PostTue Sep 26, 2017 6:35 pm

Sorry, I was going by the thread title.

Thomas

adri wrote:In all due respect to your otherwise excellent comments, I must disagree in turn.

I am simply talking in my original post, and my consequent posts, about wind interaction with pipes; about wind behavior, wind supply systems, etc. and its effect on pipe speech, in its most subtle details. My discussion has been ONLY about "the wind".
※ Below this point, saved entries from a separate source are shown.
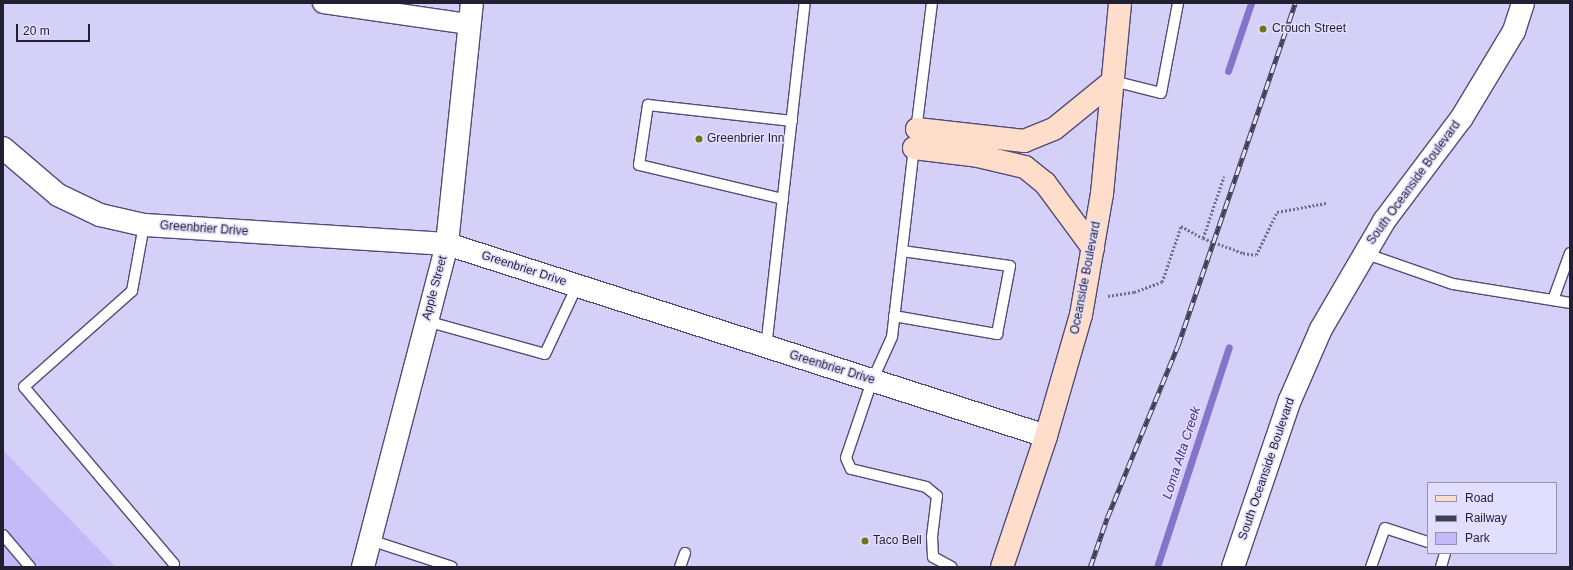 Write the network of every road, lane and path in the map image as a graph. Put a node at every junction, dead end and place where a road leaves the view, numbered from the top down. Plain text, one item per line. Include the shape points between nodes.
1 (323, 3) edge
2 (805, 3) edge
3 (932, 3) edge
4 (1120, 3) edge
5 (1178, 3) edge
6 (1523, 3) edge
7 (470, 13) edge
8 (1113, 81) junction
9 (792, 121) junction
10 (915, 138) junction
11 (3, 148) edge
12 (1224, 176) dead end
13 (784, 199) junction
14 (1326, 203) dead end
15 (144, 225) junction
16 (1203, 238) junction
17 (447, 244) junction
18 (1093, 248) junction
19 (902, 251) junction
20 (1364, 253) junction
21 (1570, 253) edge
22 (577, 286) junction
23 (1552, 300) junction
24 (1084, 301) junction
25 (1570, 303) edge
26 (894, 316) junction
27 (426, 321) junction
28 (766, 348) junction
29 (872, 381) junction
30 (1046, 436) junction
31 (3, 536) edge
32 (370, 540) junction
33 (1427, 542) edge
34 (685, 553) dead end
35 (1445, 554) edge
36 (174, 564) dead end
37 (30, 567) edge
38 (363, 567) edge
39 (452, 567) edge
40 (680, 567) edge
41 (952, 567) edge
42 (1002, 567) edge
43 (1233, 567) edge
44 (1371, 567) edge
45 (1441, 567) edge

1 - 7 street
2 - 9 lane
3 - 10 lane
4 - 8 main road, Oceanside Boulevard
5 - 8 lane via 1161,93
6 - 20 street, South Oceanside Boulevard via 1514,31 1461,119 1384,221
7 - 17 street, Apple Street
8 - 10 main road via 1054,130 1024,141
8 - 18 main road, Oceanside Boulevard via 1102,194
9 - 13 lane
9 - 13 lane via 648,105 639,165
10 - 18 main road via 1024,167 1045,183
10 - 19 lane
11 - 15 street, Greenbrier Drive via 58,195 100,215
12 - 16 path
13 - 28 lane
14 - 16 path via 1278,212 1256,255
15 - 17 street, Greenbrier Drive
15 - 36 lane via 132,291 24,387
16 - 24 path via 1181,226 1162,282 1134,292
17 - 22 street, Greenbrier Drive
17 - 27 street, Apple Street
18 - 24 main road, Oceanside Boulevard
19 - 26 lane
19 - 26 lane via 1010,266 997,334
20 - 23 lane via 1453,284
20 - 43 street, South Oceanside Boulevard via 1321,329 1290,400
21 - 23 lane
22 - 27 lane via 545,354
22 - 28 street, Greenbrier Drive
23 - 25 lane
24 - 30 main road, Oceanside Boulevard
26 - 29 lane via 892,337
27 - 32 street, Apple Street
28 - 29 street, Greenbrier Drive
29 - 30 street, Greenbrier Drive
29 - 41 lane via 846,458 851,469 926,487 937,496 932,537 933,557
30 - 42 main road, Oceanside Boulevard
31 - 37 lane
32 - 38 street, Apple Street
32 - 39 lane
33 - 44 lane via 1384,528
34 - 40 lane
35 - 45 lane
That's why I feel the topic has veered off to side discussions, no matter how great. One last time, to repeat myself:

I believe that the next frontier in organ sampling lies in mimicking the subtlest differentiation in pipe speech, in response to subtle variations in pressure and bellows and wind reservoir behavior; as I feel this level has not yet been reached. While this is most important in older organs, I also believe it affects organs with more modern stable wind supplies.

And yes, when you sample an old organ, you should indeed try to totally emulate the experience as if you are truly playing the real thing yourself!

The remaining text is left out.